Bacon sustentaba la idea de que el conocimiento era la consecuencia de una impresión directa sobre el espíritu. Dios había revelado a los primeros hombres no sólo los principios y verdades religiosaos y morales, sino también las ciencias que habrían de ser necesarias para la organización de la vida social.
Escribe entonces sus tres obras máximas: Opus maius, Opus minus y Opus tertium. En ellas hace una denuncia directa de la ignorancia que aplasta al ser humano, y se extiende en un alegato de la ciencia y de la naturaleza. Es necesario saber tratar la materia, lograr la transmutación, avanzar en la Gran Obra.
Pero uno no se podía manifestar de manera tan tajante en aquella época. Hablar de los secretos de la materia, ahondar en los entresijos de la naturaleza, sustentar principios que iban en contra del riguroso y respetado orden establecido por la jerarquía constituía faltas imperdonables.

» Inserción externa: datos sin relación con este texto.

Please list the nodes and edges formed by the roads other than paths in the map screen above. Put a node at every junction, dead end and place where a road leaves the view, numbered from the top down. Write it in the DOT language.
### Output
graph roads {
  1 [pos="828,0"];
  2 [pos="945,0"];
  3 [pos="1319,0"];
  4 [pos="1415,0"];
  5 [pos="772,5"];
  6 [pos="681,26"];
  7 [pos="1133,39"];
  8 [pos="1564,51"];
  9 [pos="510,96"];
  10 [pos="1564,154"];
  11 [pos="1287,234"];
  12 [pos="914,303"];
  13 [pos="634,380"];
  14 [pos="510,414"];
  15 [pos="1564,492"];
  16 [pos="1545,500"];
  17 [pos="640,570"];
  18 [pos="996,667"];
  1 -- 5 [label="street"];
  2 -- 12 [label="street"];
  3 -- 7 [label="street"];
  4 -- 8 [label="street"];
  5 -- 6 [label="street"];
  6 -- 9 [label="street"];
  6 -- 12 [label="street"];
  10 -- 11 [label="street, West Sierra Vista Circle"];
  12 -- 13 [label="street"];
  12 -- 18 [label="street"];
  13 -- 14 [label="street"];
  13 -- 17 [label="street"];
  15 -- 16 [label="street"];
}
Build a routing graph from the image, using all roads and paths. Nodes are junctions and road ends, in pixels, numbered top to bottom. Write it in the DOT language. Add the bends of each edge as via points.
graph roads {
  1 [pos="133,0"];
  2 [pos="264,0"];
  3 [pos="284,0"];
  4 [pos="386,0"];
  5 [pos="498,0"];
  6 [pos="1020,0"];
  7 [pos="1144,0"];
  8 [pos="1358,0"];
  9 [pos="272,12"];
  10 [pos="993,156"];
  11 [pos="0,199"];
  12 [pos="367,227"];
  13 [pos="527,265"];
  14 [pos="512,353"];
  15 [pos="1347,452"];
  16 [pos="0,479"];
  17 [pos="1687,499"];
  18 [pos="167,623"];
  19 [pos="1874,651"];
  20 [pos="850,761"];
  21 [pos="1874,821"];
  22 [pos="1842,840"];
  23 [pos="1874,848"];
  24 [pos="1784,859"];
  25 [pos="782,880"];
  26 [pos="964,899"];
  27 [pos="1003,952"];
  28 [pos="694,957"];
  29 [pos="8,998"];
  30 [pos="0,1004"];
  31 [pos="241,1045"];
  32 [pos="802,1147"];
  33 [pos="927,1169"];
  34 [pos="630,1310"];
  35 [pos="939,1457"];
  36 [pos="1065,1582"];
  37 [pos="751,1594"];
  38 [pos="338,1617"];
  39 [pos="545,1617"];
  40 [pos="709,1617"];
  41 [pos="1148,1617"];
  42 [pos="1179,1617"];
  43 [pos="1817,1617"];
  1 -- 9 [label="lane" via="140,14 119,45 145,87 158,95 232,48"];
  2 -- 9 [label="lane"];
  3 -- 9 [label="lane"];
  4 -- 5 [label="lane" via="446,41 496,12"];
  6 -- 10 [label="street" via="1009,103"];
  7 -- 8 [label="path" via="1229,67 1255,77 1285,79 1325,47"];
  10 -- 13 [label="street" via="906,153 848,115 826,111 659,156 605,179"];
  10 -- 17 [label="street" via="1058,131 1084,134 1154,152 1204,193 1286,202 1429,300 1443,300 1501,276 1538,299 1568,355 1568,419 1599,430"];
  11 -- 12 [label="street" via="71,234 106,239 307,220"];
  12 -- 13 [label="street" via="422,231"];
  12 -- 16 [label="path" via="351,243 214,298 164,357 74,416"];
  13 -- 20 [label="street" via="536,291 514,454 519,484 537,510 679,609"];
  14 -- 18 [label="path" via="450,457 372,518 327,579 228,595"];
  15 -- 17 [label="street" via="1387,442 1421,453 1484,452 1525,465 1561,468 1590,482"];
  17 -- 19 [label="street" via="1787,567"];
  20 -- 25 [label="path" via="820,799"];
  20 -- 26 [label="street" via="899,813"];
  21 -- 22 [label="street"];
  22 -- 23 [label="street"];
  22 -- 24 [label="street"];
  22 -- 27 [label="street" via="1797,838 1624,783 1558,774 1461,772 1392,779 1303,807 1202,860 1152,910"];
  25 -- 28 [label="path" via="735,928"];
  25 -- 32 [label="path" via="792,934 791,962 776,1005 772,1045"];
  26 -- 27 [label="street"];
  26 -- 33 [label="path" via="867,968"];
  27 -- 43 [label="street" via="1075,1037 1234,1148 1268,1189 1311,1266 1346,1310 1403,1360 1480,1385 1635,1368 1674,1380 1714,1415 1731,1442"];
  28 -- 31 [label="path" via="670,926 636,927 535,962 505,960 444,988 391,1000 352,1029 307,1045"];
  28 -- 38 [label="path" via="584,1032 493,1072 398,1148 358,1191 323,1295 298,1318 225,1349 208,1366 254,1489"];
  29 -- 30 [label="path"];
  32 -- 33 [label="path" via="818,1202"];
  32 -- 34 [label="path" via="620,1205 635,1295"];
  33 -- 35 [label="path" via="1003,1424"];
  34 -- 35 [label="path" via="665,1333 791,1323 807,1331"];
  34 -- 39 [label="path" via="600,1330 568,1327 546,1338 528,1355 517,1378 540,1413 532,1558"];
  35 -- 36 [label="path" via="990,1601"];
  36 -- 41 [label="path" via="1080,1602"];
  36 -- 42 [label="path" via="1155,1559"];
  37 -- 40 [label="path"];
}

Bacon era un rebelde, y los rebeldes pagan antes o después su osadía. Aquel monje insensato se proponía, nada más y nada menos, que establecer las bases de un saber, de una ciencia total. ¡Herejía!
La Iglesia todopoderosa hace sonar sus trompetas precursoras del Juicio. Se acumulan los cargos contra el sabio; se le tacha de hereje, de brujo, de alquimista nefando. Se le detiene, se le encarcela y se le arroja a las mazmorras, acusado de brujería.
El pobre Bacon sólo había disfrutado de tres años de relativa tranquilidad, mientras duró el papado de Guido Fulcodi, que reinó con el nombre de Clemente IV, y para el que había escrito varios tratados.